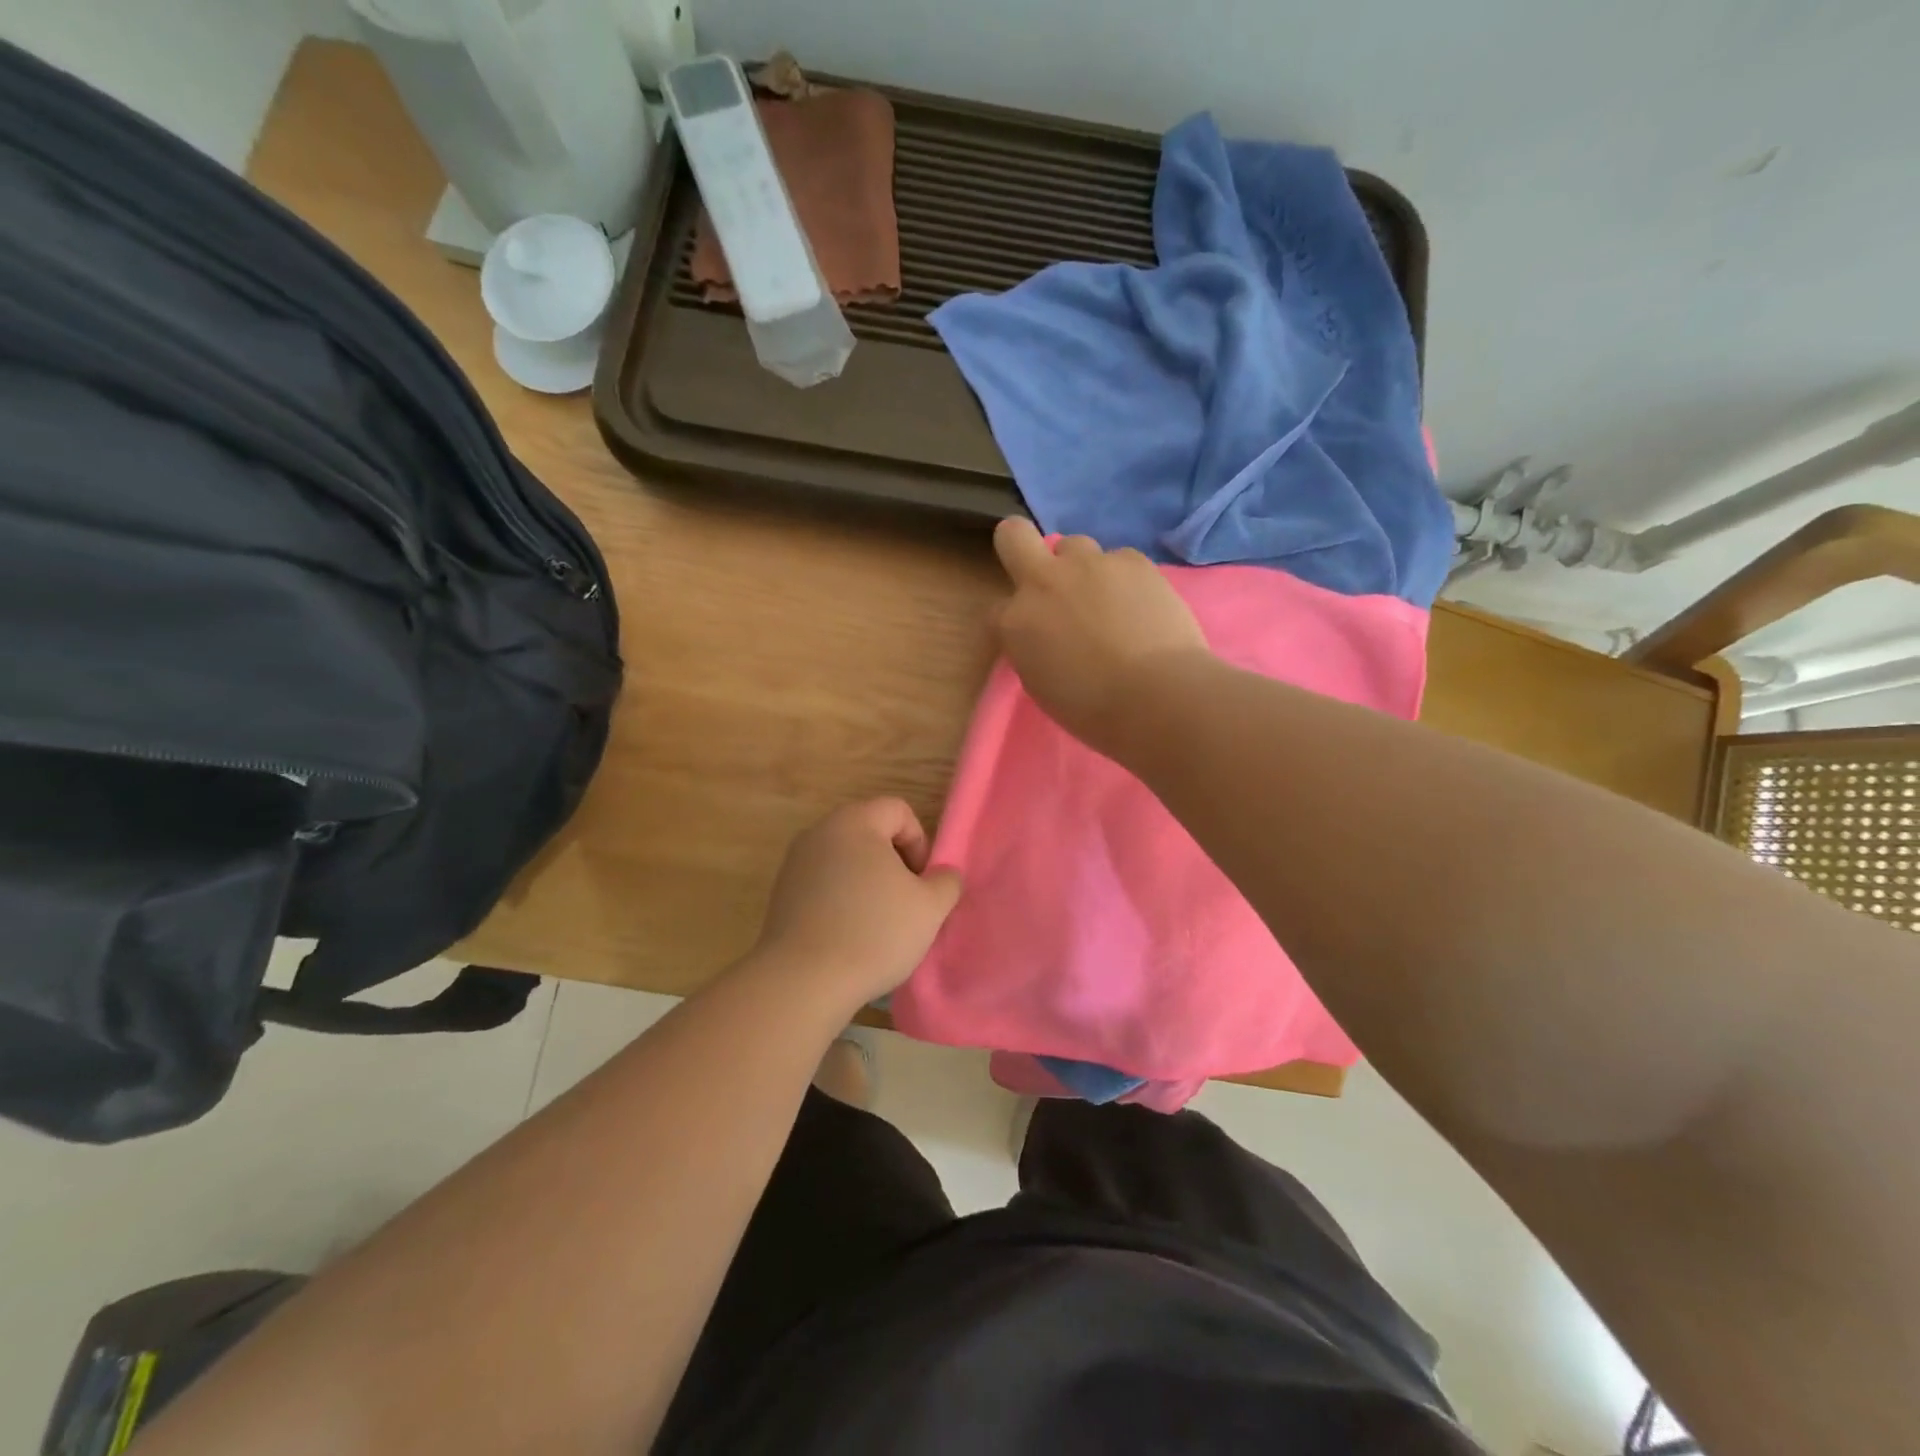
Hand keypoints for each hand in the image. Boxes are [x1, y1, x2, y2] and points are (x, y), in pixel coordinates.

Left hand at [752, 799, 963, 1009]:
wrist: (804, 981)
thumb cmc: (874, 932)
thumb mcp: (930, 907)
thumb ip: (946, 881)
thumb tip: (941, 875)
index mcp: (854, 822)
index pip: (898, 811)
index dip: (919, 842)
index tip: (921, 883)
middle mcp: (819, 832)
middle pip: (869, 832)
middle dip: (894, 863)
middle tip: (905, 902)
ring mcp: (795, 863)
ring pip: (845, 860)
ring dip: (867, 883)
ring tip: (878, 923)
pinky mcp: (781, 894)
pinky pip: (823, 884)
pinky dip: (841, 900)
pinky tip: (849, 936)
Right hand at [992, 518, 1211, 755]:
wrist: (1157, 696)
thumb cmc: (1093, 709)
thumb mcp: (1042, 687)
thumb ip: (1034, 651)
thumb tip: (1045, 638)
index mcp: (1015, 622)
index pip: (998, 609)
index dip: (1016, 622)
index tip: (1035, 638)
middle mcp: (1043, 581)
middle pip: (1013, 535)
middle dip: (1019, 546)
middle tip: (1046, 577)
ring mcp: (1089, 564)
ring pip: (1074, 545)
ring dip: (1080, 567)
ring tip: (1106, 599)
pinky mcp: (1132, 560)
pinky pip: (1119, 559)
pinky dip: (1124, 578)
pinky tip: (1141, 605)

★ ★ ★ ★ ★

--- Problem ---
If any entry holds a picture, drop the picture and copy everything else exactly.

--- Task output ---
Hand keypoints for each hand in the image. Boxes are [x1, y1, x2, y2] and points are (x, y), in pixel coordinates.

Left hand at [752, 799, 963, 1009]:
wrist: (804, 981)
thumb cmc: (874, 932)
thumb mcp: (930, 907)
thumb ip: (946, 881)
thumb tip: (941, 875)
index mcp: (854, 822)
index pip: (898, 811)
index dip: (919, 842)
index tip: (921, 883)
middle mcp: (819, 832)
middle pip: (869, 832)
middle dip: (894, 863)
middle tip: (905, 902)
ring mcp: (795, 863)
ring pip: (845, 860)
ring dip: (867, 883)
ring tip: (878, 923)
pinky mcp: (781, 894)
pinky pip: (823, 884)
pinky dip: (841, 900)
pinky tip: (849, 936)
Right hand at [992, 518, 1211, 755]:
wrist: (1157, 696)
thumb cmc: (1093, 709)
thumb mcp: (1042, 687)
thumb ip: (1034, 651)
thumb tip: (1045, 638)
index mcp: (1015, 622)
index pip: (998, 609)
index dip: (1016, 622)
index tip: (1035, 638)
middle mcp: (1043, 581)
middle pip: (1013, 535)
middle dip: (1019, 546)
middle tip: (1046, 577)
ring mcp: (1089, 564)
ring pip: (1074, 545)
ring dip: (1080, 567)
ring tip: (1106, 599)
pinky mcp: (1132, 560)
pinky pip: (1119, 559)
pinky dip: (1124, 578)
pinky tip: (1141, 605)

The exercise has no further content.